One of the biggest concerns I have regarding the handling of the coronavirus crisis is the manner in which decisions are being made. Emergency powers are being exercised by Governors for far longer and in a more extensive manner than likely was ever intended or than is likely constitutional. Our state legislatures are missing in action, unfortunately because many state legislators are happy to duck their responsibility to act. No one individual should have the power to determine what people can and can’t do or what businesses can be open or closed or any of the myriad other restrictions contained in the executive orders being issued. The legislature is the more representative body, its members have closer contact with the population and understand what the views of the people who elected them are.

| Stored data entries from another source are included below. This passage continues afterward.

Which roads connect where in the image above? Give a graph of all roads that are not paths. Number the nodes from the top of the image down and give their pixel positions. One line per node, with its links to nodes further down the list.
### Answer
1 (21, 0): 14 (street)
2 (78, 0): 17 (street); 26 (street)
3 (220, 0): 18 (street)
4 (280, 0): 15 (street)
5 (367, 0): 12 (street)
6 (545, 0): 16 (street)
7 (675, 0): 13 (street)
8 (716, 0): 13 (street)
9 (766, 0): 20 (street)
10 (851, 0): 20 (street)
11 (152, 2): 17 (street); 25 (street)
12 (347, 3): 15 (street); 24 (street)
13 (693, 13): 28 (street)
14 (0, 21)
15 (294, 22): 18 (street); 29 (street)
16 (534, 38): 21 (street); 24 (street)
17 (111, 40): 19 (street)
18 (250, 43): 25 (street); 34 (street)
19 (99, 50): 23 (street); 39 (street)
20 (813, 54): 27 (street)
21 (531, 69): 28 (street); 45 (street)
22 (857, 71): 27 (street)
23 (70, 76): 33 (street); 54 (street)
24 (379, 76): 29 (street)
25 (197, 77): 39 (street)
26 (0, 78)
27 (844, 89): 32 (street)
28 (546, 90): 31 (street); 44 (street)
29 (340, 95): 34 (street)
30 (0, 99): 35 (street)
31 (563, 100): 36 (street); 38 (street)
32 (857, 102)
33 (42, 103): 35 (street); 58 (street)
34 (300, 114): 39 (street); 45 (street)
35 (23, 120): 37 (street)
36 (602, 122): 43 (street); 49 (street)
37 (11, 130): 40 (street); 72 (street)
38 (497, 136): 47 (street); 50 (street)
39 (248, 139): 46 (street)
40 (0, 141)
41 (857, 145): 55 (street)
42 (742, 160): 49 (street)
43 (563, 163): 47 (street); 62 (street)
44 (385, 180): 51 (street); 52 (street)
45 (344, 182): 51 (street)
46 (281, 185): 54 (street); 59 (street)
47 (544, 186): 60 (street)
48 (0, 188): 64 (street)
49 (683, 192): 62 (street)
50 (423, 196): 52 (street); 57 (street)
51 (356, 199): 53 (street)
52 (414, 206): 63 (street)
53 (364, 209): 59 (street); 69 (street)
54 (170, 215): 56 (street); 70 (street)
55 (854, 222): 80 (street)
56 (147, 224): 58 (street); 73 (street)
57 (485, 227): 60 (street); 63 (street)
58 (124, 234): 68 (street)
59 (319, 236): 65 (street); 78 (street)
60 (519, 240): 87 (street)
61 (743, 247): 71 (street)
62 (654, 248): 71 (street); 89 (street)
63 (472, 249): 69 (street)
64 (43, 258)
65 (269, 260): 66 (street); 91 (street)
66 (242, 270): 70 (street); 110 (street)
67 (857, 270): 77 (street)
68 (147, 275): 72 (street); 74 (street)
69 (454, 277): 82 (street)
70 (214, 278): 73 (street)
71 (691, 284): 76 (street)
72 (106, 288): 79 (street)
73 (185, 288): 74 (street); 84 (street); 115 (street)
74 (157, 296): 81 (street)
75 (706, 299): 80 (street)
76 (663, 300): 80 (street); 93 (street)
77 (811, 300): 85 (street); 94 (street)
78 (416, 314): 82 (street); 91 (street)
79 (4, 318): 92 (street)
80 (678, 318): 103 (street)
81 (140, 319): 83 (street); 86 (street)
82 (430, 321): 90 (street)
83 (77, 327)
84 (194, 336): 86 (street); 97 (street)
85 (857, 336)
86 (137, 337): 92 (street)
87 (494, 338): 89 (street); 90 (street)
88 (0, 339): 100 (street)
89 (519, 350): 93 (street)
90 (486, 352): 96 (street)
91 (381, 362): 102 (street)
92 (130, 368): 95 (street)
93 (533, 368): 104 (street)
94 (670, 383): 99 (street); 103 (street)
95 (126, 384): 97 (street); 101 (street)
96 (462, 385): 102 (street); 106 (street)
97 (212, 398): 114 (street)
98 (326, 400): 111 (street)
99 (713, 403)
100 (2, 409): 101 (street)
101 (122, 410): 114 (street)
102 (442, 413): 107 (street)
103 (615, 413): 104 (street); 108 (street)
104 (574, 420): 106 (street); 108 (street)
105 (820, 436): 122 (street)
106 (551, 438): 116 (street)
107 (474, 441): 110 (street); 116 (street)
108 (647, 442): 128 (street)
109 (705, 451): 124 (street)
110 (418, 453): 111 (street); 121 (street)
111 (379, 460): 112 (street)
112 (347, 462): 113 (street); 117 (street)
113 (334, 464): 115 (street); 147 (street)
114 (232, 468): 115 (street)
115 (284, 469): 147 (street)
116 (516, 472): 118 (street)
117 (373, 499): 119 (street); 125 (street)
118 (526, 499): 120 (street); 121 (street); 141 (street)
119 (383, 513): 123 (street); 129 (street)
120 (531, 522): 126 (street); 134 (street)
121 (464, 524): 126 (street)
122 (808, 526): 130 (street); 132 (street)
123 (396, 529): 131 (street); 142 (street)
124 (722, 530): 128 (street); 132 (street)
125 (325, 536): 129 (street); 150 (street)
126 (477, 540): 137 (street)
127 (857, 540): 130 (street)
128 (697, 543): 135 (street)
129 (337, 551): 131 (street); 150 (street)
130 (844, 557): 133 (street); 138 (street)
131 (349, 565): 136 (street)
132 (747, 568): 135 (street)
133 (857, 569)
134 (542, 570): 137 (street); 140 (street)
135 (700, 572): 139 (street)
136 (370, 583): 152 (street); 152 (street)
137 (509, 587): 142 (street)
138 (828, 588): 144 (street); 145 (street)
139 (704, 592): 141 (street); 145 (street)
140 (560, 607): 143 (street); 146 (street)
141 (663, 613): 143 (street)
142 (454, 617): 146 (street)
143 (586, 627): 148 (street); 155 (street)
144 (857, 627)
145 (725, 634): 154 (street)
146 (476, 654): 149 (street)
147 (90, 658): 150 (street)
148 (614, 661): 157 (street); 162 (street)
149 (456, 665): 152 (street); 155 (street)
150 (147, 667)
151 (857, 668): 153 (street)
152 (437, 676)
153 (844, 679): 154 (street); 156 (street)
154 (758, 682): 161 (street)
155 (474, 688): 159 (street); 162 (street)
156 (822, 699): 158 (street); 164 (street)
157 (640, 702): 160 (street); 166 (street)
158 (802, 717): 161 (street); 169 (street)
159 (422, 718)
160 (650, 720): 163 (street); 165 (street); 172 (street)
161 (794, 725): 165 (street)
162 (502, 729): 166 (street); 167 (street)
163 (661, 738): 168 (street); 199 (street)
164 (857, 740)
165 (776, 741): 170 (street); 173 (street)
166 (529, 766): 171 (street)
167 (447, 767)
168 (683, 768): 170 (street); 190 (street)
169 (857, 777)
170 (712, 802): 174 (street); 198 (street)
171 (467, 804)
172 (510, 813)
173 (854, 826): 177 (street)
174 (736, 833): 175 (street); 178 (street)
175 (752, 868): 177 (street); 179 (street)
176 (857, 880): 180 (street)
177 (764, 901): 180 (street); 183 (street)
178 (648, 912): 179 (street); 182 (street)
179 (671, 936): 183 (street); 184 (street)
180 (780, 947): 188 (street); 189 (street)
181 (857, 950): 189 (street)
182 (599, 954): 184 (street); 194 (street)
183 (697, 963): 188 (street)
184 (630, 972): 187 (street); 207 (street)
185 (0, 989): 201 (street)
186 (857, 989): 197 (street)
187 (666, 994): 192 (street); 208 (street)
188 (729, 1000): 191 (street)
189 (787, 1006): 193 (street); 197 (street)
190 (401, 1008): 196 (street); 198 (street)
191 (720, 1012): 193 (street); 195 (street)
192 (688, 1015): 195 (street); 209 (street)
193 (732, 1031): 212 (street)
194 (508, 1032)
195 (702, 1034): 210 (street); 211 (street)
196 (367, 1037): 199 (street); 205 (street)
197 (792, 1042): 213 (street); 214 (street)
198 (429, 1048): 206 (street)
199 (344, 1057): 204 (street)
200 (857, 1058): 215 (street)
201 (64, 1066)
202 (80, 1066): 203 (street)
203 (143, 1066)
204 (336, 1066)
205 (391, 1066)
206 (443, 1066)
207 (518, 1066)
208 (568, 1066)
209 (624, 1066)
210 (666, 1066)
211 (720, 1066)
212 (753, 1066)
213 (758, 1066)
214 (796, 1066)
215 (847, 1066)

Emergency powers were intended to be used for a very short time, until more normal governmental decision-making processes can be invoked. We are several weeks into this crisis, with several more weeks or months to go. Every state legislature should be in session, should be holding hearings, should be taking evidence and then deciding on appropriate measures and giving parameters for action to the executive branch. There is absolutely no reason why in today’s world that is not possible. It would allow legislators to hear from citizens affected both by the disease and the actions taken to mitigate spread; from businesses and other groups affected by the mitigation measures; and from medical, public health, economic and other experts. This decision-making process would likely result not only in better decisions, because more viewpoints and information would be taken into account, but in decisions that are better accepted by the population.
So I encourage you to insist that your legislature go into session and address the issues, rather than allowing Governor’s to exercise unilateral unlimited power. And the laws governing emergency powers need to be reformed to ensure that this doesn’t happen again.